Despite a rich scientific heritage of environmental exploration and classification, we are still not much closer to understanding how many unique species populate our planet.
Estimates vary widely from as little as 5 million up to 100 million, a staggering degree of difference. To reach these numbers, the majority of studies extrapolate from historic rates of species description, but how many unique species have already been described? This question is more difficult to answer than it initially appears, as our taxonomies are littered with many names for a single species. This makes interpreting both species richness and the attached occurrence data more complicated.
What’s in a name?
Taxonomic nomenclature is based on the Linnaean system, comprising of a genus, species and the author who described the specimen. The name must be linked to a type specimen to be valid. When the species is formally described twice, either through coincidence or a misinterpretation of population-level variation, it can end up with two different names. As the names chosen are often subjective and based on a variety of social and environmental cues, the resultant names may be very different. In more recent decades, reinterpretation of existing specimens and molecular investigations have led to a proliferation of name changes. Species are now often moved to a different genus or split into multiple species, creating more synonyms.

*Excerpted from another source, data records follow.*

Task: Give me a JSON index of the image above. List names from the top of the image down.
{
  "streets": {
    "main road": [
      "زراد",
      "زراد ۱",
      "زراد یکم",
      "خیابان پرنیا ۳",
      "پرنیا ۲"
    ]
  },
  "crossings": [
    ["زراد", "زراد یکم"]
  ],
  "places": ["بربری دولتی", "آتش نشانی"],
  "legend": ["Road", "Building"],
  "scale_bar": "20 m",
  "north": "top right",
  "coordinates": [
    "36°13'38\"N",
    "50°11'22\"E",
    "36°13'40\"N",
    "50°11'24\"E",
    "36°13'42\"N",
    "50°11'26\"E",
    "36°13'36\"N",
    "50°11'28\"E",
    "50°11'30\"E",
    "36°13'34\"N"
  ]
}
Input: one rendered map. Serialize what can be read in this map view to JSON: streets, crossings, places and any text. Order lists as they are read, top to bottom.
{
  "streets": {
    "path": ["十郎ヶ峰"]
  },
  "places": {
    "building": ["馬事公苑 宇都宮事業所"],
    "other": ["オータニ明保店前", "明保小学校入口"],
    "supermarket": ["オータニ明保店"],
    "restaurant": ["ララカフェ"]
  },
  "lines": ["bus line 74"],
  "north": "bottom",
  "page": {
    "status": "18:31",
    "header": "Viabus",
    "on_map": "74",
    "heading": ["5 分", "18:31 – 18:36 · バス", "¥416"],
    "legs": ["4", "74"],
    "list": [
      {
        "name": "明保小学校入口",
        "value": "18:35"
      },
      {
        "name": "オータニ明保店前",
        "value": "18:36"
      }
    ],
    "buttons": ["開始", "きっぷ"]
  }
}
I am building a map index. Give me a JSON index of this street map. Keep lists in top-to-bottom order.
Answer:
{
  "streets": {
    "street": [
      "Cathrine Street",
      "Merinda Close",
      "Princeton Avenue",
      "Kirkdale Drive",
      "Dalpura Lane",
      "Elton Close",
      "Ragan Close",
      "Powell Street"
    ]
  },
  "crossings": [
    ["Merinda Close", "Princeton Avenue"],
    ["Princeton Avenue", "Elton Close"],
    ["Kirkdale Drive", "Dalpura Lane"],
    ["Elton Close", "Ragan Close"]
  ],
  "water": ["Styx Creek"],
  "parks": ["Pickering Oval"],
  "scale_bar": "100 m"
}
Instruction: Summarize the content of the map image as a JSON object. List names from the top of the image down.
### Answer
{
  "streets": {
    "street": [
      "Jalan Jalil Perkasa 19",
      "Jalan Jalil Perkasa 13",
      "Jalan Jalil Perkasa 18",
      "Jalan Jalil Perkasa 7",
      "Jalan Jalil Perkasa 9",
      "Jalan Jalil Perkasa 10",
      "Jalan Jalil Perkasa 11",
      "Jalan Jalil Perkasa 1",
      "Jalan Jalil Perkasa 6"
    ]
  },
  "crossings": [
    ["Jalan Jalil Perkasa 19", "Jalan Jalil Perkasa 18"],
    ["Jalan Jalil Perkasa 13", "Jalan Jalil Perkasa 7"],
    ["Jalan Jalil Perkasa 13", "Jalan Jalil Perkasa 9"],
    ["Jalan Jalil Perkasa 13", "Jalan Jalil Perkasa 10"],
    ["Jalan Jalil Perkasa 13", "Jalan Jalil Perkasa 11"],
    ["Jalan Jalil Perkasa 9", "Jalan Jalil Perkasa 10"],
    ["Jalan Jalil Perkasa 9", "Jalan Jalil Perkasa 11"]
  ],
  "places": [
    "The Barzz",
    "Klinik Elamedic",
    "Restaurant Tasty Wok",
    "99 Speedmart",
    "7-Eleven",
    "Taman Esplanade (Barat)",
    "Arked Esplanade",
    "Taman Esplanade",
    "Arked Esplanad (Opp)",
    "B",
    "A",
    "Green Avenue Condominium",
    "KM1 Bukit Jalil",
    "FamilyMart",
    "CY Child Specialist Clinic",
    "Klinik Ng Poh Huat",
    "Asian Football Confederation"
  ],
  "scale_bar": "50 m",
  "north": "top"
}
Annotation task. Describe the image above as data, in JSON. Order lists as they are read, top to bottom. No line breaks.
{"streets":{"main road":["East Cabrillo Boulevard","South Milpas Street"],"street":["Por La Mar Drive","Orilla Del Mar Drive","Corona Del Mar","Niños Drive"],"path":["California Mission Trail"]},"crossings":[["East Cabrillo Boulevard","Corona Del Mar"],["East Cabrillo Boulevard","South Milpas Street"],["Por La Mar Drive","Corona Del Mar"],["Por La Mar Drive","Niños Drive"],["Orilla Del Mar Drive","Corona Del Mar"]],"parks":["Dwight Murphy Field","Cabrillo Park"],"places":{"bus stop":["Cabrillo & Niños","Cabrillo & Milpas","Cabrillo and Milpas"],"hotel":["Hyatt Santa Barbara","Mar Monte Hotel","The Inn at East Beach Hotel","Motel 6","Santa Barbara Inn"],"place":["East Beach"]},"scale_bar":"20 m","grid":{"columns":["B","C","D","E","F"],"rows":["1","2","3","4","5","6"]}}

These taxonomic synonyms are not synonyms in the literary sense. Rather, there can only be one ‘correct’ biological synonym for a species at any time. For example, the Western Hoolock Gibbon, Hoolock hoolock, has also been known in the genera Simia, Hylobates and Bunopithecus, but these names are now antiquated. When a species is described in parallel or with different regional names, who decides the ‘correct’ name? This depends on the taxonomic group. For example, birds are well studied and there are governing bodies to make these decisions. However, for plants there has historically been no central authority. This has led to highly variable names on a continental, country-specific and even regional level. Some herbaria and gardens have recently attempted to collate lists of known plant species and their synonyms, a famous example being Kew’s ‘The Plant List’. This database is not freely downloadable, however, making it difficult to access. Regardless, synonyms provide a layer of complication for managing and interpreting biodiversity data.
Identifying the Identifiers
For the conservation of biodiversity, synonyms are an inconvenience. An ideal species identifier would not vary through space and time, whereas current taxonomic names can change rapidly. Without a coordinated central taxonomy, remnant synonyms can float around inflating species counts, creating problems for biogeographical studies. For example, one interested in the Western Hoolock Gibbon would have to know of the four synonyms, search for occurrences of these, and aggregate the data. As these untidy elements litter our taxonomic information, more time and effort is wasted sorting our data.
Bioinformatics — the application of technology to biodiversity data — offers a bright future to overcome this problem. For example, the Global Biodiversity Information Facility (GBIF) collates species globally from 40 taxonomic databases and occurrence data from a range of contributors, and has recently created programatic public access to its species database. Cross-validation between different records is used to classify names into accepted, synonym and questionable. Thus, occurrence data can be grouped for a species despite being recorded against synonym taxa. However, this approach is not without its faults. Last September, a GitHub ‘paper’ criticised the level of synonym detection in GBIF. The author used a simple method of detecting when a species, author and year combination existed more than once. Although this may include false positives, it flagged taxa that may be problematic. For example, it identified the frog family Rhacophoridae, which on further examination had competing classifications from two different databases both appearing in GBIF.
Online data aggregation efforts have shown great potential to decrease uncertainty relating to the species synonym problem. I believe that open, accessible and aggregated data is key to mobilising experts, both from institutions and the armchair, to create a taxonomy with minimal species duplication. GBIF, working with other initiatives, still has a long way to go though. The Plant List, for example, has 22.8% unresolved plant names. Using cross-tabulation, we could make better informed estimates of what we have and better models of where it is, greatly enhancing our knowledge for biodiversity conservation.